Tepat pukul enam pagi, Derry sudah duduk kursi reserved-nya. Seperti biasanya, diam-diam Anima memandang dalam-dalam ke mata Derry, sambil menuang teh. Derry hari ini tampak sehat—hal yang selalu dicek lebih dulu oleh Anima menggunakan pembacaan iris mata—tapi dari sorot matanya, Derry dipenuhi ketegangan dan antisipasi. Sesuatu akan terjadi hari ini, dan Derry sedang menahan perasaannya mati-matian. Ada apa ya? pikir Anima. Tapi ia memilih bersikap biasa-biasa saja.
Sementara Derry sendiri sedang mengkhawatirkan sahabatnya. Kondisi batin Ifa terus menurun sejak insiden hari Senin. Sehari setelahnya, Derry dengan polos menanyakan pada Ifa, "Nah hari ini batas terakhir kamu nembak doi. Kapan?"
Jawaban yang didapatnya sangat lesu. "Nggak perlu. Gue udah ngomong sama Indy kemaren…."
"Udah?! Hebat!! Apa jawabnya?"
Ifa tidak mau menjawab. Tapi setelah dikorek lebih lanjut, ia baru mengakui bahwa kemarin ia tidak nembak sama sekali. Ia kabur tepat setelah perang dimulai, lalu lari sementara angkatan perangnya cerai berai dirusak musuh—bahasa ilmu perangnya untuk situasi Ifa. Singkat kata, ia menghancurkan total kesempatannya sendiri.
Sedangkan Indy semakin tidak peduli dengan Ifa. Bahkan kabar pernyataan Ifa telah tersiar hari Rabu—Derry memperkirakan Indy sengaja menghajar balik rumor dengan pernyataan Ifa sendiri—sehingga jelas penghuni kelas 2A hanya bisa diam saja melihat penderitaan Ifa dan kecuekan Indy.
Derry telah mencoba menggunakan segala macam persuasinya. Memotivasi Ifa agar tidak cepat menyerah. Namun, Ifa sendiri seperti tidak mendengarnya. Ifa masih mencintai Indy, tetapi keburu menyerah. Pahitnya, Derry tahu persis mengapa Ifa kali ini langsung KO, tidak bangkit lagi dengan semangat ala Ksatria seperti biasanya.
Namun, Derry belum menyerah dan takkan menyerah!!!
"Hayoooo!!!!!!! Lagi mikirin apa!!" Anima menggertak sambil—tidak sengaja—menuang teh panas ke tangan Derry!
Derry langsung gelagapan mengaduh-aduh. Mereka pun langsung pura-pura berantem hebat pagi itu, diakhiri dengan suara tawa dan canda.

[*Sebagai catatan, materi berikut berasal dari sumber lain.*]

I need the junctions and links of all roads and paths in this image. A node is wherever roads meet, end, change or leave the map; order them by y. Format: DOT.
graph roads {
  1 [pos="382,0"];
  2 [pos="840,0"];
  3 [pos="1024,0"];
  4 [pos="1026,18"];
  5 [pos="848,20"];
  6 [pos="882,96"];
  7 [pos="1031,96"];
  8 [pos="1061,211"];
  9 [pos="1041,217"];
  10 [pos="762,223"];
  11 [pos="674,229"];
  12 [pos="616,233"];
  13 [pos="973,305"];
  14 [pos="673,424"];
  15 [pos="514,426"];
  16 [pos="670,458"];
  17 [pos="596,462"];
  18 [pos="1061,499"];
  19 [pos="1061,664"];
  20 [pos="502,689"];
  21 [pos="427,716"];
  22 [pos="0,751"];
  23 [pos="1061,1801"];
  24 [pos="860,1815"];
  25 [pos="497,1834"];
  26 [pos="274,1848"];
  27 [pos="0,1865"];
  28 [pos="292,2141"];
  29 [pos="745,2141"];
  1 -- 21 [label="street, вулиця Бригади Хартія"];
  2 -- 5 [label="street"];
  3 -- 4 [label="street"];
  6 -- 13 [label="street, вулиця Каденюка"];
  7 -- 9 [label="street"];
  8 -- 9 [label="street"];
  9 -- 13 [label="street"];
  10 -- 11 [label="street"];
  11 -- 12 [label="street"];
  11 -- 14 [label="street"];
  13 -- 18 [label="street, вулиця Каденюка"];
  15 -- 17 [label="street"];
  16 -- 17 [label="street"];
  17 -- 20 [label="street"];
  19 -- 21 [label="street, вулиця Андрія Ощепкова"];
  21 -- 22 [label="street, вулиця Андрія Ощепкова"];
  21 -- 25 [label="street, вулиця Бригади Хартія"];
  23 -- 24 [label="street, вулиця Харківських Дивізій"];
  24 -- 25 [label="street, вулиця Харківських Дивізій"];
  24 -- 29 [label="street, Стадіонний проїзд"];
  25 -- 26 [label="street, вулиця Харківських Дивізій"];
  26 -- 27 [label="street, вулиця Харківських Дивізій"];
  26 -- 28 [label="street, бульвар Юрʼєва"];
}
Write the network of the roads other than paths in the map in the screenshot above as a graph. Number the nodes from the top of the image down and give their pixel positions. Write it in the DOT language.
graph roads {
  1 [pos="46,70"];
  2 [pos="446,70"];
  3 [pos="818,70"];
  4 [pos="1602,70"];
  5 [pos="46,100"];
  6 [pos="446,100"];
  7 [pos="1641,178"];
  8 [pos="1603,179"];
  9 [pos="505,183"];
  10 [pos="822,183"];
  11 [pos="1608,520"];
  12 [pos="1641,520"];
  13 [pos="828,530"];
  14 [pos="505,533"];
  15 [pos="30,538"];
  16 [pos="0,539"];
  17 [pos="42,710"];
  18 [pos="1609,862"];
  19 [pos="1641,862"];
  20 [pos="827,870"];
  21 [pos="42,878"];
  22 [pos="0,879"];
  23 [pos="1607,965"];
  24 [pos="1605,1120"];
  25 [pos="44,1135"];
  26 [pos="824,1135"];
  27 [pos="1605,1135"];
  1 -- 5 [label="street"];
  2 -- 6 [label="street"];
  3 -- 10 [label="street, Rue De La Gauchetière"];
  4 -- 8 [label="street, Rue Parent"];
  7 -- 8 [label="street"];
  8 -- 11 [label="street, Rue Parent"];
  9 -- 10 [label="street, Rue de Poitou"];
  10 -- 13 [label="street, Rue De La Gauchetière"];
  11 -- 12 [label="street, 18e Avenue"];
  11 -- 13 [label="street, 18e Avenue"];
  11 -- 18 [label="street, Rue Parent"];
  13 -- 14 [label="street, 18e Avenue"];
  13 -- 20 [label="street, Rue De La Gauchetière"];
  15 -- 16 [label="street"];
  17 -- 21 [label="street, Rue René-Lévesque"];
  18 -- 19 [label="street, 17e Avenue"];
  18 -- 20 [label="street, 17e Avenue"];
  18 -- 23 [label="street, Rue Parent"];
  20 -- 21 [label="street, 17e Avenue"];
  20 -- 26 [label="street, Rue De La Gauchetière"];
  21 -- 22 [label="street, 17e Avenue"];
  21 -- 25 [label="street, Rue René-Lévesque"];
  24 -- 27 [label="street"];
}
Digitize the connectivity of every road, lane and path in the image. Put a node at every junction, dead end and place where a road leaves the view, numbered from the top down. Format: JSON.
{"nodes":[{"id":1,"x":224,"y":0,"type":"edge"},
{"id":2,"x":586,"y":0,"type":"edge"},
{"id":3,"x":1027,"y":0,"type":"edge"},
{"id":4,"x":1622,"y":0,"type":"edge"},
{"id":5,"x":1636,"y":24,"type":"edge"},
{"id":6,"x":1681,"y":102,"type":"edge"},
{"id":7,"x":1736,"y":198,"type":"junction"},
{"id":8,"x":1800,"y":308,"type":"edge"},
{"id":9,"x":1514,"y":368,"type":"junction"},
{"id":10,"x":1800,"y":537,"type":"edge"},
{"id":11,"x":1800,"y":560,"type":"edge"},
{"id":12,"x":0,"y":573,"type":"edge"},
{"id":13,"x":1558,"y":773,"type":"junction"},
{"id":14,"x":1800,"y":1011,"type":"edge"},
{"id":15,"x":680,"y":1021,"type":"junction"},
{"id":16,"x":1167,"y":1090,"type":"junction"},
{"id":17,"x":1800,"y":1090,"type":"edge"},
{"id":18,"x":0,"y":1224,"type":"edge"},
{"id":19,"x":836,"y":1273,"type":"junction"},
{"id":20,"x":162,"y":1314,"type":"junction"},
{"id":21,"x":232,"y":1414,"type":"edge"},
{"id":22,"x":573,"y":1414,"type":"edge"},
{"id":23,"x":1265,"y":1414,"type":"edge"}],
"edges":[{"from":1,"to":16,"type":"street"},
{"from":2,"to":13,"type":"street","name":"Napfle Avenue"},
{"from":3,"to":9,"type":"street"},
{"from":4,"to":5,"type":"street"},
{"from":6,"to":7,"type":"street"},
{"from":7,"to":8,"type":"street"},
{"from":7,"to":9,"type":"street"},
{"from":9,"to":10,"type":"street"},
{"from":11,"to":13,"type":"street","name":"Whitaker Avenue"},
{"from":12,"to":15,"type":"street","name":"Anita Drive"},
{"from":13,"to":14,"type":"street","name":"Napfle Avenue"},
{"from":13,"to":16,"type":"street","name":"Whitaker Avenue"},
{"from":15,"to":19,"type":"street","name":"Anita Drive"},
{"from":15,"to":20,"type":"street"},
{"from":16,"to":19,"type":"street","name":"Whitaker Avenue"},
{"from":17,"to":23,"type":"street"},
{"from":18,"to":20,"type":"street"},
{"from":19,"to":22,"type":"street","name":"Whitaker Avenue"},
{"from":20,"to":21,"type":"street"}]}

Ucapan terakhir Anima pada Derry saat waktunya tiba adalah, "Masa depan adalah tidak pasti, masa lalu telah hilang. Kamu jangan tegang begitu…, yang penting kamu percaya dengan niat plus usaha yang telah kamu kerjakan."
"Iya, Buddha Agung." Derry membungkuk dan merangkapkan kedua tangannya dengan takzim, lalu cepat lari ke motornya karena Anima mengejarnya dengan sambitan keranjang dim sum.